Though last week I bemoaned, "Whew, all these young malts are beginning to get to me," I have made an executive decision to break out some young single malts that will hopefully represent better examples of whisky in its early bloom. And I'm going to start with one of my favorite retired whisky series, Kilkerran's Work In Progress. I'm going to try an old favorite, and as well as the only two WIPs I've yet to review. I'm beginning with one of the latter, Work In Progress, First Release, pouring from my bottle.

For those who haven't read my previous WIP raves, I'll recap 'em.

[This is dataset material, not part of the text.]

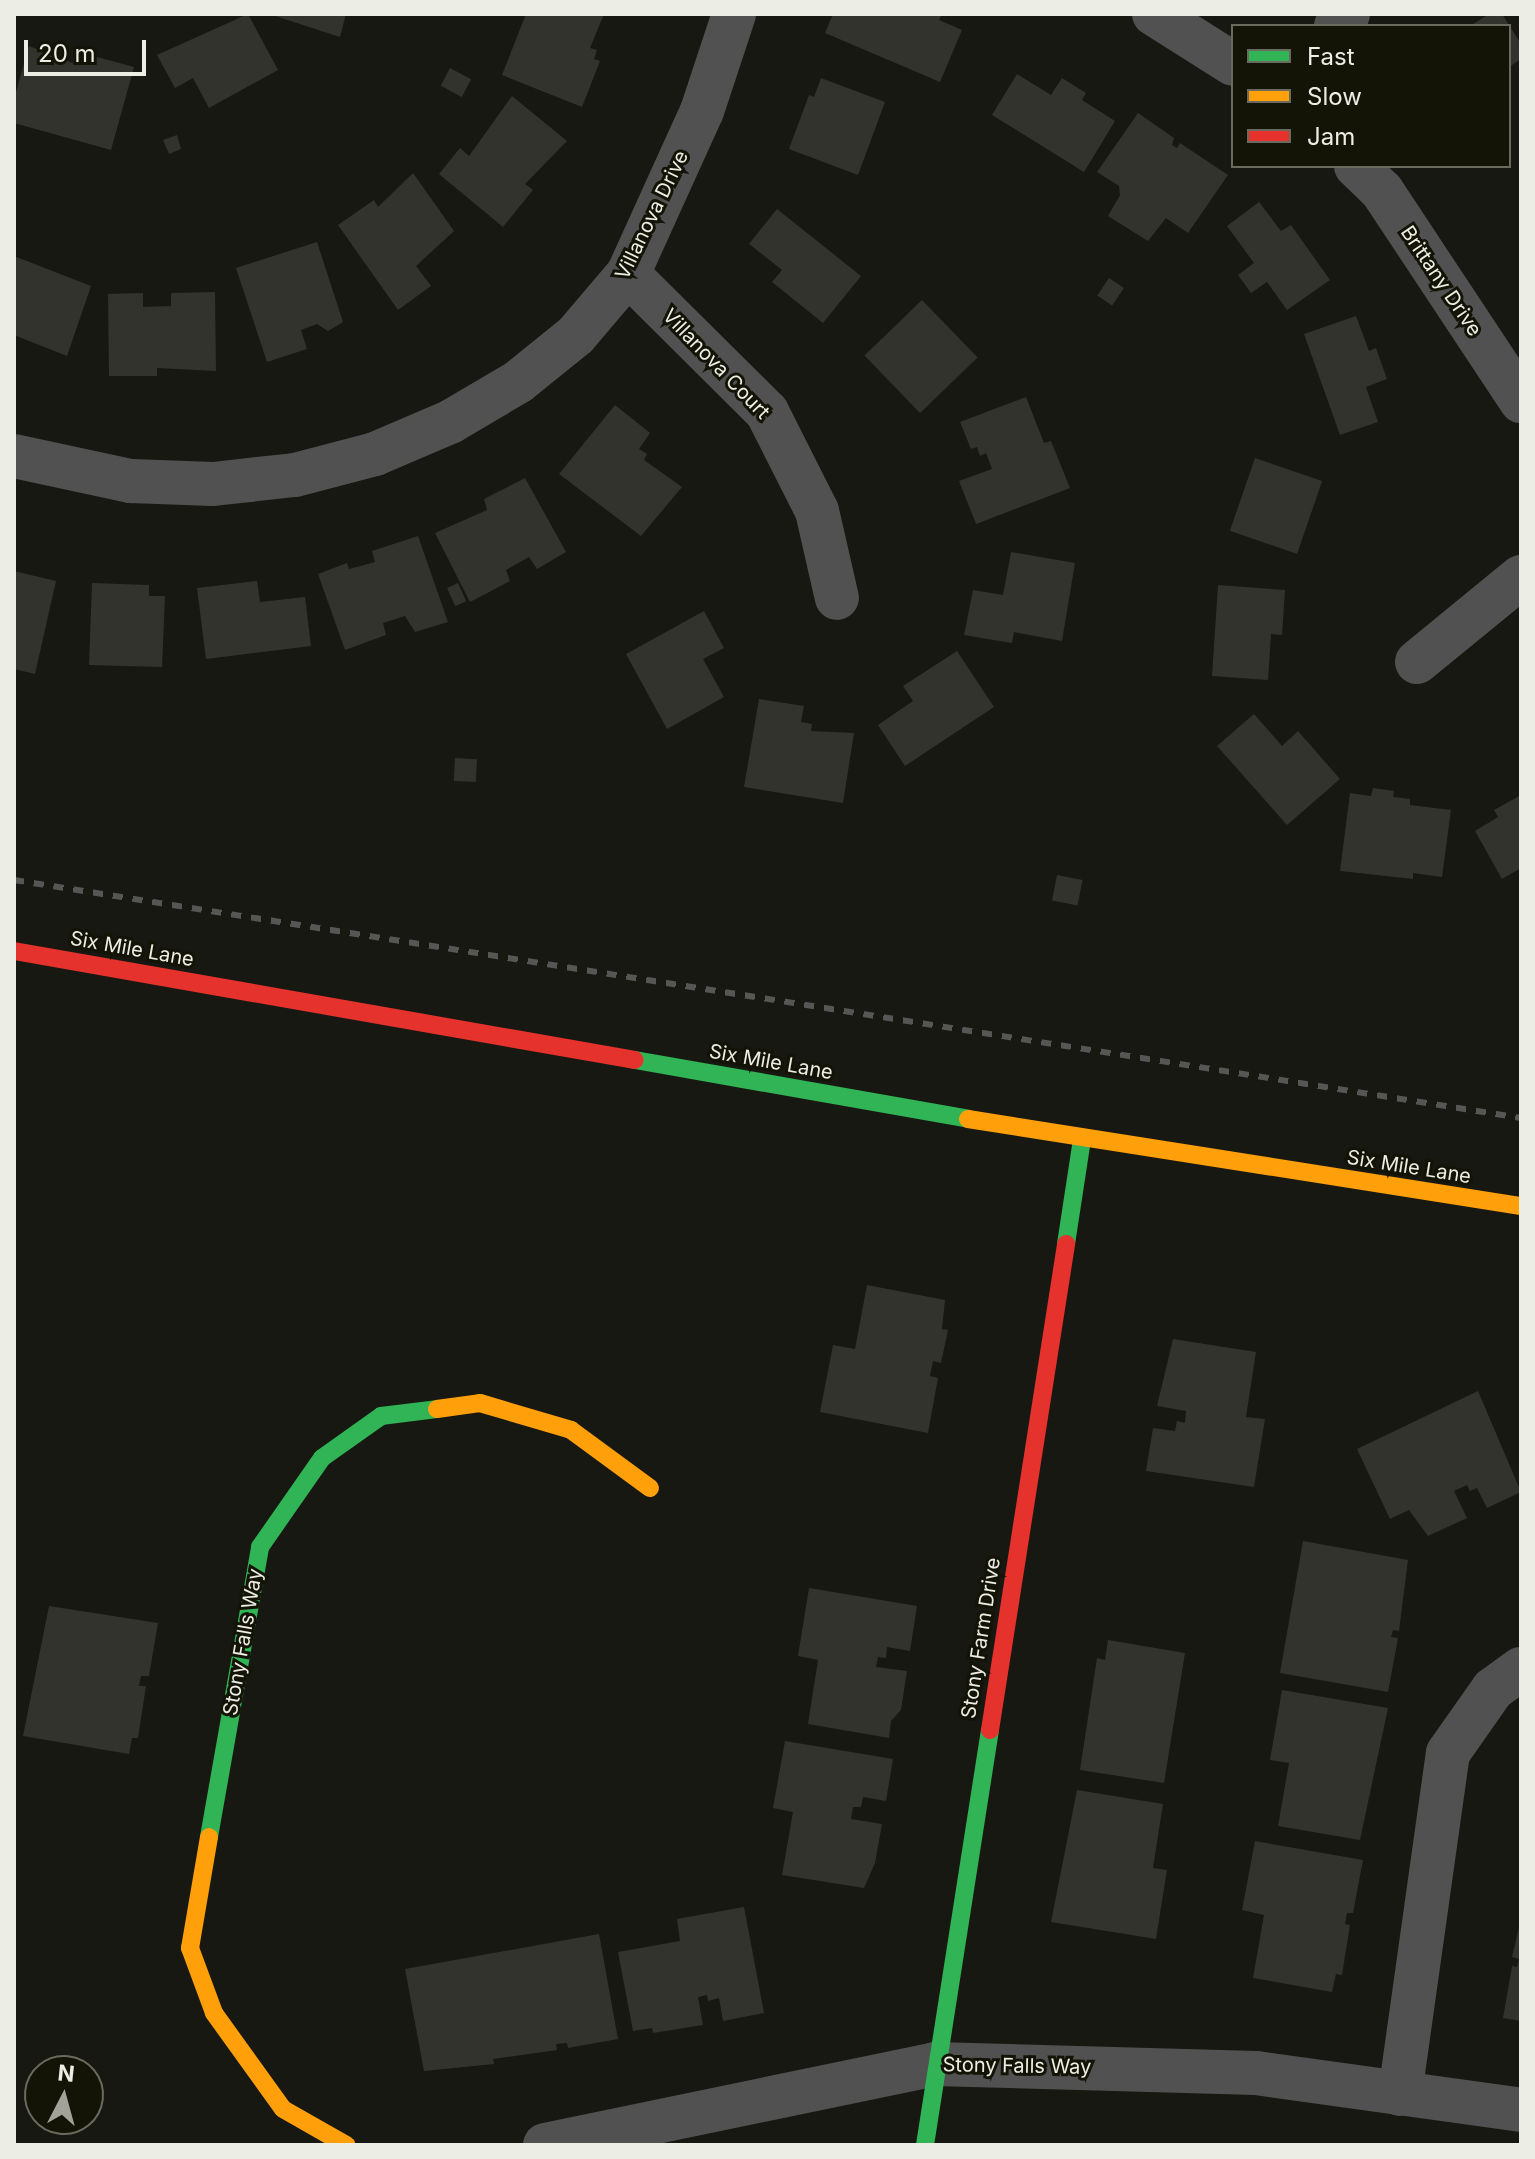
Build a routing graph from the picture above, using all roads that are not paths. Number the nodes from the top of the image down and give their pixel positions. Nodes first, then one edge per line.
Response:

Springbank's parent company (re-)opened Glengyle in 2004, then started to roll out annual whisky-as-status-updates known as the Work In Progress series once the whisky was of legal age. The year after reaching Batch 7, the distillery offered up their first 12 year old single malt. I enjoyed some, adored others, seeing many of them as "ready to go", as opposed to "works in progress". But I never reviewed the first batch. And I had a bottle. Then I opened it and now I am really drinking it, making it an official TIRD!

Distillery: Glengyle
Owner: Mitchell's Glengyle Limited
Brand: Kilkerran
Region: Campbeltown
Age: ~5 years (2004 - 2009)
Maturation: bourbon and sherry casks
Label color: White
Limited release: 9,000 bottles
Alcohol by Volume: 46%
Chillfiltered? No
e150a added? No
(from my bottle, upper half)

NOTES

In the nose, cocoa mixes with the Kilkerran dried leaf / forest floor note, followed by fruits (peach skins, lychee, lemon and dried cherries) and starches (fresh whole wheat bread and witbier). After 20 minutes, orange zest and roses. After 30 minutes, apples and seaweed.

Bright citrus tanginess matches the autumnal forest peat beat for beat in the palate. Bitter herbs, mild honeyed sweetness and a distant bonfire arrive next. After 40 minutes, I find a pair of Hampden notes: diesel and olives.

It finishes with dried leaves, a little bit of seaweed, limes, yuzus, honey and a hint of kiln.

WORDS WORDS WORDS

The old Ben Wyvis stills worked wonders from the start. While this 5-ish year old is not as round and focused as it could be at thrice its age, all the great components are already there, matching up and spinning together better than many other whiskies thrice its age. It neither reads raw, nor feels raw on the tongue. And the casks are present only to work their invisible chemistry. This is my style.